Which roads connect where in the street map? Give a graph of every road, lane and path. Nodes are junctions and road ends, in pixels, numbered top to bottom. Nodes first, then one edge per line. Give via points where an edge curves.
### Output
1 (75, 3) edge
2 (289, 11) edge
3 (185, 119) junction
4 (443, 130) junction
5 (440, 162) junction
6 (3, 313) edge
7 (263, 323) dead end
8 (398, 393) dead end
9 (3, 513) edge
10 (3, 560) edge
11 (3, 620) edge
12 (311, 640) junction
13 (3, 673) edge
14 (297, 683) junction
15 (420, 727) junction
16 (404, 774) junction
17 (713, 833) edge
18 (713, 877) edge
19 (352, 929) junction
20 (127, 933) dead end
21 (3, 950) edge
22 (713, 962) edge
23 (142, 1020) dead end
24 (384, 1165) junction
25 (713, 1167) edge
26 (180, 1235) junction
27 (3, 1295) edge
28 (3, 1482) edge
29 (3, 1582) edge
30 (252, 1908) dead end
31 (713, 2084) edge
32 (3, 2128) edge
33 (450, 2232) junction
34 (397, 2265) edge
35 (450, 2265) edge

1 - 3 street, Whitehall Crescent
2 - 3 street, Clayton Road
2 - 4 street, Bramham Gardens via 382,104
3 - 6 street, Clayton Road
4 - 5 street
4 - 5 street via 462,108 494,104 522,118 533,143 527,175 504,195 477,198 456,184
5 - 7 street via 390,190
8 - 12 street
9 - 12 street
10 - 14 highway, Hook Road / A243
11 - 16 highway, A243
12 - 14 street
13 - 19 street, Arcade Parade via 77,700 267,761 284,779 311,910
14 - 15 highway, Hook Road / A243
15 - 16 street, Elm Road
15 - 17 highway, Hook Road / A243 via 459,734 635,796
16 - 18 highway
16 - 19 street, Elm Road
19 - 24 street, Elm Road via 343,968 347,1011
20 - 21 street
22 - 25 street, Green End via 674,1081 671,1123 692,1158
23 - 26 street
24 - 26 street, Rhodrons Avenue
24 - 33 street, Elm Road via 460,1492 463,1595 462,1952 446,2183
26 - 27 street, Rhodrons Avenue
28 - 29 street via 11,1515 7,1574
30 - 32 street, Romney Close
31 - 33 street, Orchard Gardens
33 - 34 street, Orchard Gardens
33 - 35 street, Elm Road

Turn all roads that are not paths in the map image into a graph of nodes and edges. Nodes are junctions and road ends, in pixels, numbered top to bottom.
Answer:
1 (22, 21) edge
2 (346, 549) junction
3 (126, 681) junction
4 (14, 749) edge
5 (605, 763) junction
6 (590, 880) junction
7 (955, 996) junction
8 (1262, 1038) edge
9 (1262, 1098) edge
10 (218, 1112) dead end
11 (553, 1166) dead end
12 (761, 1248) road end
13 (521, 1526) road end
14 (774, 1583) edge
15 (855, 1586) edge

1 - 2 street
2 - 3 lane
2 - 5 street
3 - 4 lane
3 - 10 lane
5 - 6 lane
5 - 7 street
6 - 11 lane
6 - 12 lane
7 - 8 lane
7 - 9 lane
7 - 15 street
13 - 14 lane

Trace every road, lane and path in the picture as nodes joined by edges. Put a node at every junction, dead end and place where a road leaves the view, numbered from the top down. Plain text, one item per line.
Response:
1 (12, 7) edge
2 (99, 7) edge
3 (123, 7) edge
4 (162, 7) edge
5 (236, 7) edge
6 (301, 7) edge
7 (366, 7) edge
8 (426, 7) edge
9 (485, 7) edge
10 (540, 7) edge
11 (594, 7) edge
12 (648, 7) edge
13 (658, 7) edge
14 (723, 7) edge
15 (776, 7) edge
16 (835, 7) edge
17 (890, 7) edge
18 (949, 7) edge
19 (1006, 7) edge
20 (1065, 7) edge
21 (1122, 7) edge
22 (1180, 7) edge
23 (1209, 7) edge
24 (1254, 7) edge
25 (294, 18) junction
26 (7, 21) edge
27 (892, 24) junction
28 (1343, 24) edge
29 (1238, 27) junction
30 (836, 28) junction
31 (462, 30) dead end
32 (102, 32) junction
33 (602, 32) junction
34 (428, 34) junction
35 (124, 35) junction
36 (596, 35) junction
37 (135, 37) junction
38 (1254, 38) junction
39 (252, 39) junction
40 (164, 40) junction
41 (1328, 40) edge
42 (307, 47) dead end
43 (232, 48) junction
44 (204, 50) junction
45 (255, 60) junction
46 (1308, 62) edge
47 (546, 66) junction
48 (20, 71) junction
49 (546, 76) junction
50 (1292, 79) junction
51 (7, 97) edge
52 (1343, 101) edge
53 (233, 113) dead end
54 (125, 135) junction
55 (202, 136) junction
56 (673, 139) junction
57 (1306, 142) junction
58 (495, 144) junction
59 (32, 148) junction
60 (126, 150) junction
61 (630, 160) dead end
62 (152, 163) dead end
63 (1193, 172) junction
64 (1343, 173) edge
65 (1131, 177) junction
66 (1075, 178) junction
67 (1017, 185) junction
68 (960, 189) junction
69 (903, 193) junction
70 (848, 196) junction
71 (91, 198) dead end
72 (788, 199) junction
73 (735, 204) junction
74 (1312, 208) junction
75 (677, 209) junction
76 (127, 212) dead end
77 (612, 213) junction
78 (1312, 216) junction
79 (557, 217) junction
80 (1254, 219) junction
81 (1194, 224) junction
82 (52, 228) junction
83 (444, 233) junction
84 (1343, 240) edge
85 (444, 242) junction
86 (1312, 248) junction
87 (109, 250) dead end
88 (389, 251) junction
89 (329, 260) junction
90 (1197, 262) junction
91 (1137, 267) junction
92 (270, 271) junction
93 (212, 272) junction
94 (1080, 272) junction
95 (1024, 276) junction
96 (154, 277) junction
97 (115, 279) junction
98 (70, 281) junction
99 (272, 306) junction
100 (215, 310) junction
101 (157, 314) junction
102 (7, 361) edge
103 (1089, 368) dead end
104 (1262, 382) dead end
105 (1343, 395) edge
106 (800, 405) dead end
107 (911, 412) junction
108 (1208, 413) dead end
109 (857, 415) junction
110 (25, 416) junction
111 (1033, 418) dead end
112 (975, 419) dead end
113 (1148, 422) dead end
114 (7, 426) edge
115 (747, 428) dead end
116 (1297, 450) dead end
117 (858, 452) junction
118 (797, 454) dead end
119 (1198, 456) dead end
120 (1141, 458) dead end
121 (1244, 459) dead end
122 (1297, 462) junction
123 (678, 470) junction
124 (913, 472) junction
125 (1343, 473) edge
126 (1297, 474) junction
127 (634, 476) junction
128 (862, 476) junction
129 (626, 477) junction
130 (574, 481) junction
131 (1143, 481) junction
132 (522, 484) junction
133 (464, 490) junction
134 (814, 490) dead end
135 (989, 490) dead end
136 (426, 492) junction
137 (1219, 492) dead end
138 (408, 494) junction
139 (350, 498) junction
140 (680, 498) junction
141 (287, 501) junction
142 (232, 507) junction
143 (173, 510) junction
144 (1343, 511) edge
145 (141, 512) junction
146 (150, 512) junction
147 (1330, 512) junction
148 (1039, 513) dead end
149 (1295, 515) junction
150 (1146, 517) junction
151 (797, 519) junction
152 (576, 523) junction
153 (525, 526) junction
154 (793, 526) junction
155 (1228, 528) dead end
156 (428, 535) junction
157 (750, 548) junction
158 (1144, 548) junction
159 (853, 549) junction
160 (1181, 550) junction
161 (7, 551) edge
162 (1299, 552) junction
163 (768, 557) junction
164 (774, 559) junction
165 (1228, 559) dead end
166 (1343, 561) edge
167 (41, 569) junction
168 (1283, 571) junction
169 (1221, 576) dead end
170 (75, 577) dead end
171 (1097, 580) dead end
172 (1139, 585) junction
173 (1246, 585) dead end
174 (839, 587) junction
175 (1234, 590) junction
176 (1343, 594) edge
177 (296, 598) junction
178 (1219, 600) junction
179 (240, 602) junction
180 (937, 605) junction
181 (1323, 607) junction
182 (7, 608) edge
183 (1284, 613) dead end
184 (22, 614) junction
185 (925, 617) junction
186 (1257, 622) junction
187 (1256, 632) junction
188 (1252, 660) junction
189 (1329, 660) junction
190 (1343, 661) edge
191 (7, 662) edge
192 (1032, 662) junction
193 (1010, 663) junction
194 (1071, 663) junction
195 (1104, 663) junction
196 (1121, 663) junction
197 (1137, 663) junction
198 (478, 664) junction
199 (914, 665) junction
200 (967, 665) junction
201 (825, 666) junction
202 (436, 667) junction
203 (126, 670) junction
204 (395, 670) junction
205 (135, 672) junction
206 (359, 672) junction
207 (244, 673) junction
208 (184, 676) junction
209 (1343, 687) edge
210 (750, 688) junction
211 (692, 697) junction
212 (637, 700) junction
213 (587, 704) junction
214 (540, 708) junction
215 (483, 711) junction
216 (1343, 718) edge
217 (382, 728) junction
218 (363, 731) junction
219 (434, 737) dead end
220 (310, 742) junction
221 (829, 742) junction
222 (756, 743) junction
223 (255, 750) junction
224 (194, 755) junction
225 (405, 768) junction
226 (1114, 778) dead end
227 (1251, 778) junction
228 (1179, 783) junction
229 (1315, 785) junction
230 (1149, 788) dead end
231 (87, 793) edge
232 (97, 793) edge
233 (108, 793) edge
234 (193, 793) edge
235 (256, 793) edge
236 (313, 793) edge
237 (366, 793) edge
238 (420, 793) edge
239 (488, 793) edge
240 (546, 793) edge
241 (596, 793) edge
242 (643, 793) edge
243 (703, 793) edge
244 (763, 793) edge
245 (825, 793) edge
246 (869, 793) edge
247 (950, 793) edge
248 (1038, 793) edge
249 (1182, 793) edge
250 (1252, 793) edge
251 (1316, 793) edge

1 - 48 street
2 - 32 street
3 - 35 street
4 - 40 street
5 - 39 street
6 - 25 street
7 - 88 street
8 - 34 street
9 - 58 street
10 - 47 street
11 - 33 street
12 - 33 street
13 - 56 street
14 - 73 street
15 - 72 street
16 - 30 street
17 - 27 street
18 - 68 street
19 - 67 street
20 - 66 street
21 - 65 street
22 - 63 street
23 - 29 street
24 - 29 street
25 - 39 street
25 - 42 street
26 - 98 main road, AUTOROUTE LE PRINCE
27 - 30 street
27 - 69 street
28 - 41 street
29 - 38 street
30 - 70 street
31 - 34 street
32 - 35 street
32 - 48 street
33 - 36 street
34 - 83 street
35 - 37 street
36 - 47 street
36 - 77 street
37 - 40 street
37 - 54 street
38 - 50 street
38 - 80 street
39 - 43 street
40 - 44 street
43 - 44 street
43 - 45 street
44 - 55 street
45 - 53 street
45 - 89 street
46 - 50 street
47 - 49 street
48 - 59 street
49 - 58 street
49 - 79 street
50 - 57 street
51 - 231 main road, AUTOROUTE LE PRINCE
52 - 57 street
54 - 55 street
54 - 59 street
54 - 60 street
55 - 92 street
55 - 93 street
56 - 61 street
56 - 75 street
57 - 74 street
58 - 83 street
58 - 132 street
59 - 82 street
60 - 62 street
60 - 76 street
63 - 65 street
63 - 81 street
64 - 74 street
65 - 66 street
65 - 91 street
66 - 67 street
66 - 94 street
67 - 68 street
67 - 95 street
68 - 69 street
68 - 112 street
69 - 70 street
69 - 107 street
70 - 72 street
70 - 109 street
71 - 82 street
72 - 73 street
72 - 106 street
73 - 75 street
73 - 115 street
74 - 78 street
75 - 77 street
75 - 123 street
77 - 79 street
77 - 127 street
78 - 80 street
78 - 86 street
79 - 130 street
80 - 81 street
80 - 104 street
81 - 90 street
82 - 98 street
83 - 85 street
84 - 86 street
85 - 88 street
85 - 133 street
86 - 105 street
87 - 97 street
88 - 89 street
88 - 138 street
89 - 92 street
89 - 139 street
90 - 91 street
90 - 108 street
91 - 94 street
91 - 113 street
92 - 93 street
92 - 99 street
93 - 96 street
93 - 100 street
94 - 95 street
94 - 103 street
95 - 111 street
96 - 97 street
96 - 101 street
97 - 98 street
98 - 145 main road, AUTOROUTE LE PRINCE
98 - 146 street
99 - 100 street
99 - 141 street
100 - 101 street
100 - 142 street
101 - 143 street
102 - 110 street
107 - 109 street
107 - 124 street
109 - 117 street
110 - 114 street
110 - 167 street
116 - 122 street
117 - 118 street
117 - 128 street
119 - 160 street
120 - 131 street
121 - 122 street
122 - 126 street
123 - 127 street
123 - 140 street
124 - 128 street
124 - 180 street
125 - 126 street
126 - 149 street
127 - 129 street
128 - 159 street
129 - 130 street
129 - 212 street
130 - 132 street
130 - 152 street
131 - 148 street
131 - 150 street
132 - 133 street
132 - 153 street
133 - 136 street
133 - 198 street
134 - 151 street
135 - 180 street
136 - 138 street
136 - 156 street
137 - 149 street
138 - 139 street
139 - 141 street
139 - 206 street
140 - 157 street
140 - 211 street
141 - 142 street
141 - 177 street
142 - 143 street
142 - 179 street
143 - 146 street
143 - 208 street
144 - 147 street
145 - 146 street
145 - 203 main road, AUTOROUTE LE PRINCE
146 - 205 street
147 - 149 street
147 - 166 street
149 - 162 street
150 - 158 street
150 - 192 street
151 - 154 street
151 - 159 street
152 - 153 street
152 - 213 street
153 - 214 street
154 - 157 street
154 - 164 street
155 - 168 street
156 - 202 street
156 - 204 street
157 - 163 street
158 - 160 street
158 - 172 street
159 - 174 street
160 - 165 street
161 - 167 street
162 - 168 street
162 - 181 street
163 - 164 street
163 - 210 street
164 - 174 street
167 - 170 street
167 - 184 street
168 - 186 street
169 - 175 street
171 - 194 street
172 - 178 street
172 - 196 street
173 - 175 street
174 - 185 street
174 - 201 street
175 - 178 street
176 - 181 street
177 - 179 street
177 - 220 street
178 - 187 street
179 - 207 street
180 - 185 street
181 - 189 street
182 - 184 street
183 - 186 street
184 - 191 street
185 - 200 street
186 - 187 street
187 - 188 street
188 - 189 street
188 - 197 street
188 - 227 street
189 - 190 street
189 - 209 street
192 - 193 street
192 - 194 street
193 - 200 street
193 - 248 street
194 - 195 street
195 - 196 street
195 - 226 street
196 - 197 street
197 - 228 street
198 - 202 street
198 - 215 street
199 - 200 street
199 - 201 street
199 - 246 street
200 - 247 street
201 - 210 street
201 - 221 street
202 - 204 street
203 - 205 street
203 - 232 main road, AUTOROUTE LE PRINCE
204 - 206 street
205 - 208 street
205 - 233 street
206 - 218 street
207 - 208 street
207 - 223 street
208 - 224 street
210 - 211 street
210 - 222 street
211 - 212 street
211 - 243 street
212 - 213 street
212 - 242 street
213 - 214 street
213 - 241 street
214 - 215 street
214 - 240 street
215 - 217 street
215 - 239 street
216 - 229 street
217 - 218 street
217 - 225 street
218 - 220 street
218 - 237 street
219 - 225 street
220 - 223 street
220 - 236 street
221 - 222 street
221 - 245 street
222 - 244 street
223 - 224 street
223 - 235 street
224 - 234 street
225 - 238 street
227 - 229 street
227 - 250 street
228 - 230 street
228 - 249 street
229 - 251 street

────

▸ **Your task**
Please count, in the material above, the lines that hold the word "bottom", and report only the total.

▸ **Problem solution**
2